Restate the opening lines of the material below word for word, stopping after the line that contains "position:relative; width:1301px; height:1072px;".
-------------------------
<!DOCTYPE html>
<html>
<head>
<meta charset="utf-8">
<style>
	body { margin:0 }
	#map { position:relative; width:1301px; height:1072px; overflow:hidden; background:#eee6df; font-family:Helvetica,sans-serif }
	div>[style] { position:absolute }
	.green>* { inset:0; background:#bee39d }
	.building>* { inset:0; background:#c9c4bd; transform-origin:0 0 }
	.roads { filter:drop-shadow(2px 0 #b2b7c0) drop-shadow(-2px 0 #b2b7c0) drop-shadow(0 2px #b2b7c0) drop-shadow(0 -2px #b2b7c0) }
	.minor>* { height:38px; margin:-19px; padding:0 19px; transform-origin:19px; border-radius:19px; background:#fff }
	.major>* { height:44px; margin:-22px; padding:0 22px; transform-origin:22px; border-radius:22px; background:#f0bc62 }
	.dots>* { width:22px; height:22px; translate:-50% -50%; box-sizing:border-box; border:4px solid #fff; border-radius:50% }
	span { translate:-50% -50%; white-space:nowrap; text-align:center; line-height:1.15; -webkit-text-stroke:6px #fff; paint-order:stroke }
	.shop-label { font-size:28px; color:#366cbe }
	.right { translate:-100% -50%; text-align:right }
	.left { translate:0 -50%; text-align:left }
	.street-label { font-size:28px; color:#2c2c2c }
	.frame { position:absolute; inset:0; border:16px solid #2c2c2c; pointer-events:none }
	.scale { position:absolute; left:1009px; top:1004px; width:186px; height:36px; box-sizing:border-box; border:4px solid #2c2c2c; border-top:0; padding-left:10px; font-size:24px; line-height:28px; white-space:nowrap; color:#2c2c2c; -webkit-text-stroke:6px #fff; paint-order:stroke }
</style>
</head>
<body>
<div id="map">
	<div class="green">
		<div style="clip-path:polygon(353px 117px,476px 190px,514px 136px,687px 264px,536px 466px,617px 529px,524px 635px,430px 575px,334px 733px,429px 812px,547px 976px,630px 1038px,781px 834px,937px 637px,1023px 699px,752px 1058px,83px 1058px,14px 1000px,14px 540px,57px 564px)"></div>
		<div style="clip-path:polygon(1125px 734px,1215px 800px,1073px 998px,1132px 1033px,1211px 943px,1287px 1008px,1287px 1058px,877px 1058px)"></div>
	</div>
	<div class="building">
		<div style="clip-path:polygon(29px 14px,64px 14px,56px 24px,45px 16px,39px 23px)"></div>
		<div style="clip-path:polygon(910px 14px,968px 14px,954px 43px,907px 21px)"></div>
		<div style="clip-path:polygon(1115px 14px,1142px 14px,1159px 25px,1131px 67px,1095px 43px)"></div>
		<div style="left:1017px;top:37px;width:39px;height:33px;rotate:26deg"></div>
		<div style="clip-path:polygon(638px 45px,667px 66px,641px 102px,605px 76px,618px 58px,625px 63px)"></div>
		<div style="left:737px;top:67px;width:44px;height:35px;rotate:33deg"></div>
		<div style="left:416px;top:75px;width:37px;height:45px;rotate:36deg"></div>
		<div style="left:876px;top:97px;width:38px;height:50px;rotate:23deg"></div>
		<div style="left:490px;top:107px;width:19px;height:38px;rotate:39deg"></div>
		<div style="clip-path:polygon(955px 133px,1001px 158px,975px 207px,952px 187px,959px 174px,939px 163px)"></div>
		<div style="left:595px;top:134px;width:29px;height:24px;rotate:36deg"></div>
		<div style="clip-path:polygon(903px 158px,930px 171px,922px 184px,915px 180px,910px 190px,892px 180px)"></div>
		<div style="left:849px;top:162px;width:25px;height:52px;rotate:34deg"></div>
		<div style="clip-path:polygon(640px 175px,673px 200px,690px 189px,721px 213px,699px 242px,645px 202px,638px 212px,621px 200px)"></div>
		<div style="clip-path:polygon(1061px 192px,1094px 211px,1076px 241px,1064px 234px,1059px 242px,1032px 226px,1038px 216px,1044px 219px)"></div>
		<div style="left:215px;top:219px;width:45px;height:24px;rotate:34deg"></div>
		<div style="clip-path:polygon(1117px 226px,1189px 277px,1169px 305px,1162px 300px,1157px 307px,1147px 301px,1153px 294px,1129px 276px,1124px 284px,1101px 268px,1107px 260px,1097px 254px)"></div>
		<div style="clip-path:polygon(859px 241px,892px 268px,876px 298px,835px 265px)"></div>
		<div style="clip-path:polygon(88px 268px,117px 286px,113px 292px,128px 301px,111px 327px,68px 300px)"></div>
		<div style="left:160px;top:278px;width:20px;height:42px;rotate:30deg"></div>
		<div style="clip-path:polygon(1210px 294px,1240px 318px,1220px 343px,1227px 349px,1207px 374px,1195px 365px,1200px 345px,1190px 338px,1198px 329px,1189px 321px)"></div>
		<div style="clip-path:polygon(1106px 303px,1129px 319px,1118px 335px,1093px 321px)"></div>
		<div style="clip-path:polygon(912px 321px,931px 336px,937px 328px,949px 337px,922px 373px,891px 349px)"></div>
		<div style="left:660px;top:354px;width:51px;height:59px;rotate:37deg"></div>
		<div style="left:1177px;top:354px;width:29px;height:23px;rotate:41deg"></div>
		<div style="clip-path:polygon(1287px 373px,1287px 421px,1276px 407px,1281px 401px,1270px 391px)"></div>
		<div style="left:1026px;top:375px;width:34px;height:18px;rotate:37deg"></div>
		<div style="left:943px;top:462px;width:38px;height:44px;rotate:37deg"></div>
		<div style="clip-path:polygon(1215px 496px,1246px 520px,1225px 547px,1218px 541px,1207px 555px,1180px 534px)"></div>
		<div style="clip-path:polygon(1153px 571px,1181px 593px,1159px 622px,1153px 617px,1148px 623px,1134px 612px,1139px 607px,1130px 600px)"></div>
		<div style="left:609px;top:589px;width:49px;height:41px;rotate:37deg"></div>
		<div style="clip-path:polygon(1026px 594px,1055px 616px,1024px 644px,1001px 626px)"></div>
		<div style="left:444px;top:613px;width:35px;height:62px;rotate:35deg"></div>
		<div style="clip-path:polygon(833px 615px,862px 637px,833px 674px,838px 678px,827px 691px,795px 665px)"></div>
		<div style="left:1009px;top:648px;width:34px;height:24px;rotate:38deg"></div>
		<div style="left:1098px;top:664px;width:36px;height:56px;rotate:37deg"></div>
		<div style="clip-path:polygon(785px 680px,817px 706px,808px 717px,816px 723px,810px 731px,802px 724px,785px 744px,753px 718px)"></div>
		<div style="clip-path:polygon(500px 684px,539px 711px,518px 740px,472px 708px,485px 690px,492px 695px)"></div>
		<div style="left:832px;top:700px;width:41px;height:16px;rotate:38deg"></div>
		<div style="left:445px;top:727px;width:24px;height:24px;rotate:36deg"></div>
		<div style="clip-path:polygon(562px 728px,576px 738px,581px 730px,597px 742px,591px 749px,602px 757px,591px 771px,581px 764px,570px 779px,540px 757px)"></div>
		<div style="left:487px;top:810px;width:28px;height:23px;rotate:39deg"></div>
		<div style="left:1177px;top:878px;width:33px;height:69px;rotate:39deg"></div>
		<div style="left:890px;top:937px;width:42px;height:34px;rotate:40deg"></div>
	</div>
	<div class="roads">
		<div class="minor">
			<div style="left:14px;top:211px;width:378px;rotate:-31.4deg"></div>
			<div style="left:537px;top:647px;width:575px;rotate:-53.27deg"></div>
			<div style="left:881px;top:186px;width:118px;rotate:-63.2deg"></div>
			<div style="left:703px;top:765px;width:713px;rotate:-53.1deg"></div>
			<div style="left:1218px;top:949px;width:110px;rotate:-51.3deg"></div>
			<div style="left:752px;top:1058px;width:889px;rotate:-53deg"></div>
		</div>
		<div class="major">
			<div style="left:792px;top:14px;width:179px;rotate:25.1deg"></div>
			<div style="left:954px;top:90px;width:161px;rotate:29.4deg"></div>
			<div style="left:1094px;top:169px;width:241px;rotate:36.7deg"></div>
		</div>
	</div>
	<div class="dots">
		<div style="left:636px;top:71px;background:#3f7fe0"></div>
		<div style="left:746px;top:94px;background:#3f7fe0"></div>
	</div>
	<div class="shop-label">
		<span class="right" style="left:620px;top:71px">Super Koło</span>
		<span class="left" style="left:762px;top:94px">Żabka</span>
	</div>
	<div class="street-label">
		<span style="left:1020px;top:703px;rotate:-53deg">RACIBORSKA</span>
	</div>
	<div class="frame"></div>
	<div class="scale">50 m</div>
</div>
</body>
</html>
-------------------------
● Response to the task:
<!DOCTYPE html>
<html>
<head>
<meta charset="utf-8">
<style>
	body { margin:0 }
	#map { position:relative; width:1301px; height:1072px; overflow:hidden; background:#eee6df; font-family:Helvetica,sans-serif }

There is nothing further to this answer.